Poisson & GLMs

Core Estimation
Poisson for nonnegative outcomes, DiD with counts, and logit/probit for propensity-score based AB testing.
NoteScope

This vignette is practical by design. We focus on how to use pyfixest and when these models are useful in applied work.

1. Why Poisson? (and Why Wooldridge Likes It)

A common motivation for Poisson pseudo-maximum-likelihood (PPML) is that it works well for nonnegative outcomes and remains valid under fairly general forms of heteroskedasticity when the conditional mean is correctly specified.

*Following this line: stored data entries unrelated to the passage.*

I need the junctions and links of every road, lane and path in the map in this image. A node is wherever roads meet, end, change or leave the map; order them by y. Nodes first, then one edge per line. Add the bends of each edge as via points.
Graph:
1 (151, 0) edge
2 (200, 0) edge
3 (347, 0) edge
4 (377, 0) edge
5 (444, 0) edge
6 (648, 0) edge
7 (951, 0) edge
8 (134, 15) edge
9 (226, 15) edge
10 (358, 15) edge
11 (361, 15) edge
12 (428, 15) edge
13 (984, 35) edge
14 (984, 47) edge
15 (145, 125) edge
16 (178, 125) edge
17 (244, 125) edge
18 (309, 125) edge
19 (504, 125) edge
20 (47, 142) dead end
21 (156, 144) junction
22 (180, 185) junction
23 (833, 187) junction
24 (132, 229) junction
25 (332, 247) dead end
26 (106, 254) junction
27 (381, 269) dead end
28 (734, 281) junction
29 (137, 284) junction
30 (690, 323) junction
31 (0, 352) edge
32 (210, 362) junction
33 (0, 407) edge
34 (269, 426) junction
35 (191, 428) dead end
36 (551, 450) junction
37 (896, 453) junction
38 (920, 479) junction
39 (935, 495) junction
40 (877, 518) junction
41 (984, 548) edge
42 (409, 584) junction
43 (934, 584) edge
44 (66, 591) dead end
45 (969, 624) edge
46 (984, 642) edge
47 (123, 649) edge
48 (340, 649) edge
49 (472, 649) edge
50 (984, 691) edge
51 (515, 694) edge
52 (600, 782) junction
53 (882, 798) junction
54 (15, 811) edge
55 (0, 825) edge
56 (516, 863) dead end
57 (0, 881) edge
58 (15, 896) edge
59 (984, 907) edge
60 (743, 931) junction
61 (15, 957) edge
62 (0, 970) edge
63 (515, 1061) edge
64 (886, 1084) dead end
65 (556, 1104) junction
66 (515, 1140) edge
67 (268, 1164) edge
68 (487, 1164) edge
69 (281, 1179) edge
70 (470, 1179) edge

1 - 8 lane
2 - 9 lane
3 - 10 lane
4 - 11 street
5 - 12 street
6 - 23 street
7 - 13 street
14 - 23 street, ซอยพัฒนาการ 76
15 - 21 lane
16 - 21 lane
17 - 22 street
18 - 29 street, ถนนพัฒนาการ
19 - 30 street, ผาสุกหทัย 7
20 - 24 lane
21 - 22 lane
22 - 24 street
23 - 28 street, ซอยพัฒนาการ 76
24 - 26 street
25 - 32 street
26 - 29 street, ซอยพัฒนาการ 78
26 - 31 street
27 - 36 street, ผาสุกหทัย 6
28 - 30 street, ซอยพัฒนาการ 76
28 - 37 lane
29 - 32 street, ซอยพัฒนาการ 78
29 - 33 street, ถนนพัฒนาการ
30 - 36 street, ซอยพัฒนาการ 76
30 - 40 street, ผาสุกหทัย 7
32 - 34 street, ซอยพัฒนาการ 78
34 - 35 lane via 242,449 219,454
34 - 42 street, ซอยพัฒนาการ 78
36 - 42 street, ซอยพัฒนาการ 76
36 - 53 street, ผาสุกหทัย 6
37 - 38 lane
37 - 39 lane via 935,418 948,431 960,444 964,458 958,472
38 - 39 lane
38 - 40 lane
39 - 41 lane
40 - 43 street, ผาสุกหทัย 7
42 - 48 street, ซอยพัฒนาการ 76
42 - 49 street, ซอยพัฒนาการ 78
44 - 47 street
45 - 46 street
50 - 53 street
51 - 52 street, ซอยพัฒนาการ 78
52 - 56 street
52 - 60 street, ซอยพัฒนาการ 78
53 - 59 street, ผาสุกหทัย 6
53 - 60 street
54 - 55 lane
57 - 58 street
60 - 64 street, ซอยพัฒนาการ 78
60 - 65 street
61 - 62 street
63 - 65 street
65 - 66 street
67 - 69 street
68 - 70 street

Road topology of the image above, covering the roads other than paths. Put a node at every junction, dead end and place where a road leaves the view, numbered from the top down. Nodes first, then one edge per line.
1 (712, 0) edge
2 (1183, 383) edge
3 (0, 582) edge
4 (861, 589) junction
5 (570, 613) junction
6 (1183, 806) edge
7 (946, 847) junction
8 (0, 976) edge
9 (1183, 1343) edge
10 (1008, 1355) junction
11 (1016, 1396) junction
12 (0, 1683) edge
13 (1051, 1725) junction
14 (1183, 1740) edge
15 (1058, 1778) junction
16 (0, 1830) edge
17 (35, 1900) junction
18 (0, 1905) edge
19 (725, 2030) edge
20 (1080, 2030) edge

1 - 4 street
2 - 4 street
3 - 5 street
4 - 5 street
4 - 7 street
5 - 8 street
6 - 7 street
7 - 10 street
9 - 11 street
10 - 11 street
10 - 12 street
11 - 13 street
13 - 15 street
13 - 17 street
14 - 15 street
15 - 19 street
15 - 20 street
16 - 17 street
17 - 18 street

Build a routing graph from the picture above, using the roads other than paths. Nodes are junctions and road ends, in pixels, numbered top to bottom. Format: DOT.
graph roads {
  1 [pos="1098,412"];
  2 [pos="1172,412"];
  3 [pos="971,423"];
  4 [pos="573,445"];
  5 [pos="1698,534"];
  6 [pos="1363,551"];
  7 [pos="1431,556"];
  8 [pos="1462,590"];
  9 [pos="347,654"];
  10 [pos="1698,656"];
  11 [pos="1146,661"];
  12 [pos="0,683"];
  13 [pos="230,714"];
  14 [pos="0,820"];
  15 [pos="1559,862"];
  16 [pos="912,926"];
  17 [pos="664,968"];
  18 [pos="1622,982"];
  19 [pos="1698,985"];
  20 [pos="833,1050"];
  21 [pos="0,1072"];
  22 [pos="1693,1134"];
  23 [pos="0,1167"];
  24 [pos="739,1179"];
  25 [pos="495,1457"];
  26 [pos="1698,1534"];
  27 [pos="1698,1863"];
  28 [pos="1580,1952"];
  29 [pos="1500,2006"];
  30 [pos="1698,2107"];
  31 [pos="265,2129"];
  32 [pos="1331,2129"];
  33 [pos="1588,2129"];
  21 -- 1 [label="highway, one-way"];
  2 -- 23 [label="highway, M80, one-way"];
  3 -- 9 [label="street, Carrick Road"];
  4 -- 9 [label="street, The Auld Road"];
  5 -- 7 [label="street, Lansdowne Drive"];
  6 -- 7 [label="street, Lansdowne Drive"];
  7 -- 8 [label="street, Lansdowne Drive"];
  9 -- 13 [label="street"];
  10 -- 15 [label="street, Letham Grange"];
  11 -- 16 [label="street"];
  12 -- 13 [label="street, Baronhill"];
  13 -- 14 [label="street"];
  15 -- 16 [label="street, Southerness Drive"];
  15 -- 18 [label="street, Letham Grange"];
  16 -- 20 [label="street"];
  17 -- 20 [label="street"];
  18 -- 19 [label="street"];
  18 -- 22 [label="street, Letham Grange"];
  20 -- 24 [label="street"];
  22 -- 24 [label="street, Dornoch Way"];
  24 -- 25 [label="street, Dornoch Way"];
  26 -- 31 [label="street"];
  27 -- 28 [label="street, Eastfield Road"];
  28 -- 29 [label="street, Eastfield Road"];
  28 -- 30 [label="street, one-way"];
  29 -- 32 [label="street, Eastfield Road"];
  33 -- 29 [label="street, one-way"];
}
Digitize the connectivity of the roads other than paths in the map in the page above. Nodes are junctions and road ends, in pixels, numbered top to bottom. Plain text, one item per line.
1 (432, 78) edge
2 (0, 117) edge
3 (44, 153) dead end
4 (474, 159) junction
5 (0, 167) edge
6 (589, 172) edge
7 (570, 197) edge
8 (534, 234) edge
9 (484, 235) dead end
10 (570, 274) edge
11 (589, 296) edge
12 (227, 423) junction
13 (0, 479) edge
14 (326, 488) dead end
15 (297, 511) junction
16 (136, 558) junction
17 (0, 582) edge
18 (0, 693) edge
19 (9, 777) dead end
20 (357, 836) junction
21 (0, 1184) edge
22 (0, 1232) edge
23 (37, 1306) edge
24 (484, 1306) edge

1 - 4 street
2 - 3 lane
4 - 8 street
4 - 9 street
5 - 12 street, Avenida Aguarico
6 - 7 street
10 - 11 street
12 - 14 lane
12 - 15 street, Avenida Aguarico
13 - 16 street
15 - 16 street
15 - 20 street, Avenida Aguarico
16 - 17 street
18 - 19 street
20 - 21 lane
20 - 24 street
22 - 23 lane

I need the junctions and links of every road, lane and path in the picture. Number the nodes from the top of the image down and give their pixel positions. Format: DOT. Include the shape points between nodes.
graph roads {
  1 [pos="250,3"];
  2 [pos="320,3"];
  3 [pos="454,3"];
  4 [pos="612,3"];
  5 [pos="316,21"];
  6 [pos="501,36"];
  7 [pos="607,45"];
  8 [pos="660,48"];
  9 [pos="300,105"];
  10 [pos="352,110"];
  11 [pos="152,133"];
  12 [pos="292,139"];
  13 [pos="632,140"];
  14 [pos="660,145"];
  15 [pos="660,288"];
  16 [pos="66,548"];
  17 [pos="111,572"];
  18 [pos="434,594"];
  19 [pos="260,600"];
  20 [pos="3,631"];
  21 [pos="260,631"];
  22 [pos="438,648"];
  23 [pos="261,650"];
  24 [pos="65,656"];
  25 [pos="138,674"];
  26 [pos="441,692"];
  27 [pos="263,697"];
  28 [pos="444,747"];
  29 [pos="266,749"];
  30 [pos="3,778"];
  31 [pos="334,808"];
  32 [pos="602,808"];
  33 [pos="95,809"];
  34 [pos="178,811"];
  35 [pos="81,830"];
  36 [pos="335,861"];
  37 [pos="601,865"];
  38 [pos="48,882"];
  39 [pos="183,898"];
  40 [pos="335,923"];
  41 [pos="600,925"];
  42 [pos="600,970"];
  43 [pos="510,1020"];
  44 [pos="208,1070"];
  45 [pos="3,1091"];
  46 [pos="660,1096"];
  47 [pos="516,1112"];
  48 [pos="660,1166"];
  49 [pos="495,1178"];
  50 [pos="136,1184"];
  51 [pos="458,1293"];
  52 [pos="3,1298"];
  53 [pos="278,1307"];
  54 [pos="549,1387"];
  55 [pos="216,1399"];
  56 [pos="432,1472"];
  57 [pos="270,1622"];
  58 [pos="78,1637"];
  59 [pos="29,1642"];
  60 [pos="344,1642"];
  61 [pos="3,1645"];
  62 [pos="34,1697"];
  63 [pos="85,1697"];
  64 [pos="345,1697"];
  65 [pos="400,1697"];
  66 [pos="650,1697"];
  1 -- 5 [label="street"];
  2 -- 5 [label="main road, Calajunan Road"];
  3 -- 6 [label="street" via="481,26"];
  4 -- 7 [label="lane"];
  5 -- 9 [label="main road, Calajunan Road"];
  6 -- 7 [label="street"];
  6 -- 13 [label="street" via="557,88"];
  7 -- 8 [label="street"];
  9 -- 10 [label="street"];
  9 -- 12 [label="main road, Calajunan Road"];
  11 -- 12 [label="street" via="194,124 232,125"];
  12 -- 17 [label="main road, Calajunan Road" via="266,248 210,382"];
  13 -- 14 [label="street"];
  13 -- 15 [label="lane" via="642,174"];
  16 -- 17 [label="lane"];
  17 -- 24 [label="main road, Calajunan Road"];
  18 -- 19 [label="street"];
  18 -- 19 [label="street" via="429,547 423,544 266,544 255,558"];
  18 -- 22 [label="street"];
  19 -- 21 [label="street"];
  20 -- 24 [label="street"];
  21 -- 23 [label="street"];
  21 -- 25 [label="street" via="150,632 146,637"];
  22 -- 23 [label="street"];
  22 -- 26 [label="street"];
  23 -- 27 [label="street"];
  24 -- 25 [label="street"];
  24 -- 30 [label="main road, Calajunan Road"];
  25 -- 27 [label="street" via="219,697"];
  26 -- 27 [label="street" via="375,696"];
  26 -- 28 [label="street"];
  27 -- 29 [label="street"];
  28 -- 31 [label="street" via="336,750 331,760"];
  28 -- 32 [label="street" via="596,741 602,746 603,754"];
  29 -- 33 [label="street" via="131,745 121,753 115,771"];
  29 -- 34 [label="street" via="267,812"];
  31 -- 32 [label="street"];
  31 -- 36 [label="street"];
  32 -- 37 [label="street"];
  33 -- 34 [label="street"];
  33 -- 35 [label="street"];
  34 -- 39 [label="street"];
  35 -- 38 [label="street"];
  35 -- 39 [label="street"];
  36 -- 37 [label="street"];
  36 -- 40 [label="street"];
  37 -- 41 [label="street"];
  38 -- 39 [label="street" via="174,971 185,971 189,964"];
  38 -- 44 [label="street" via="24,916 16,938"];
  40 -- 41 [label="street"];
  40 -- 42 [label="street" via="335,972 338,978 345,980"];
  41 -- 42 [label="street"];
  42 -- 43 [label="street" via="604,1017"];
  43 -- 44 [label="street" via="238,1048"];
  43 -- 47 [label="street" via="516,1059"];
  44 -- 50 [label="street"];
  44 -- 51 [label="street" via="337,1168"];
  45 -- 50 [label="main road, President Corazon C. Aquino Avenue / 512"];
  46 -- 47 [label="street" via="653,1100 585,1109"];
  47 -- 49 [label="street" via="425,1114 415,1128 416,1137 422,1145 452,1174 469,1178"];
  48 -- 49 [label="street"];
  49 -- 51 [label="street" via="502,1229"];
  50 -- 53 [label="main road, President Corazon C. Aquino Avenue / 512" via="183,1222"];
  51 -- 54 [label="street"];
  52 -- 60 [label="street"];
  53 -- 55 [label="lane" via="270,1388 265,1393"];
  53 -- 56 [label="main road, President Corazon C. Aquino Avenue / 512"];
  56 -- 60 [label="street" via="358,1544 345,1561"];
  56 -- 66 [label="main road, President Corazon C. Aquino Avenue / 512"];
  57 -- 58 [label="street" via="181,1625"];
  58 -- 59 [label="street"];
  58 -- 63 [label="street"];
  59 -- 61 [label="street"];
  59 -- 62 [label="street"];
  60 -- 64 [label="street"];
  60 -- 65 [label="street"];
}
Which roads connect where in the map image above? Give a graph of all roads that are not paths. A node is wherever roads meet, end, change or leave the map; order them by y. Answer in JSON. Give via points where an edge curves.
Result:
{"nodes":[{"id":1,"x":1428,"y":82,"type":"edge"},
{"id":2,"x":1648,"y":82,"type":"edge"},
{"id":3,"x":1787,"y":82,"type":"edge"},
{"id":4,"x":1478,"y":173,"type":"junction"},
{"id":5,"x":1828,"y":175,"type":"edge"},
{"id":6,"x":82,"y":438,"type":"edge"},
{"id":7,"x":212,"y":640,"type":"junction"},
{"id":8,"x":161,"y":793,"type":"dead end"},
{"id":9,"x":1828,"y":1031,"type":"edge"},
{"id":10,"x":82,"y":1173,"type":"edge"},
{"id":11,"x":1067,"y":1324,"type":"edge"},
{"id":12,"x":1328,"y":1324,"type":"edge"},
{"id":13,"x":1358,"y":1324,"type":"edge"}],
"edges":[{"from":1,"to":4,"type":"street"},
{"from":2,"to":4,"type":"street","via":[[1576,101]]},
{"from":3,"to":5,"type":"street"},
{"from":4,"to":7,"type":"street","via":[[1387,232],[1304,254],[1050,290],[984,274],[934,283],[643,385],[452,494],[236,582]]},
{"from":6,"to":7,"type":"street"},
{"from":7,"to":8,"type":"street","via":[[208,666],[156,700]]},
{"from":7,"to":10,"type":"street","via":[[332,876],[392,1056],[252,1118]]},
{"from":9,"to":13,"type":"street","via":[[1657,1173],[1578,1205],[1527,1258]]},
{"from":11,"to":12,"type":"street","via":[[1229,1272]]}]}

In practice, that makes Poisson attractive for many applied settings where:

  • outcomes are counts or nonnegative flows,
  • zeros are common,
  • log-linear OLS can be fragile.

pyfixest provides PPML with high-dimensional fixed effects via pf.fepois().

2. A Standard Gravity-Style Trade Example (Boring but Useful)

Below is a simple gravity-style trade panel (exporter-importer-year). This is a synthetic dataset, but the specification mirrors common trade applications.

import numpy as np
import pandas as pd
import pyfixest as pf
def make_trade_data(seed=123, n_exporters=15, n_importers=15, years=range(2010, 2016)):
    rng = np.random.default_rng(seed)

    exporters = [f"E{i}" for i in range(n_exporters)]
    importers = [f"I{j}" for j in range(n_importers)]

    rows = []
    for y in years:
        for e in exporters:
            for i in importers:
                dist = rng.uniform(200, 9000)
                fta = rng.binomial(1, 0.15)
                exporter_fe = hash(e) % 7
                importer_fe = hash(i) % 6
                year_fe = y - min(years)

                # mean function for PPML
                eta = 2.5 - 0.35 * np.log(dist) + 0.25 * fta + 0.08 * exporter_fe + 0.06 * importer_fe + 0.05 * year_fe
                mu = np.exp(eta)
                trade = rng.poisson(mu)

                rows.append((y, e, i, dist, fta, trade))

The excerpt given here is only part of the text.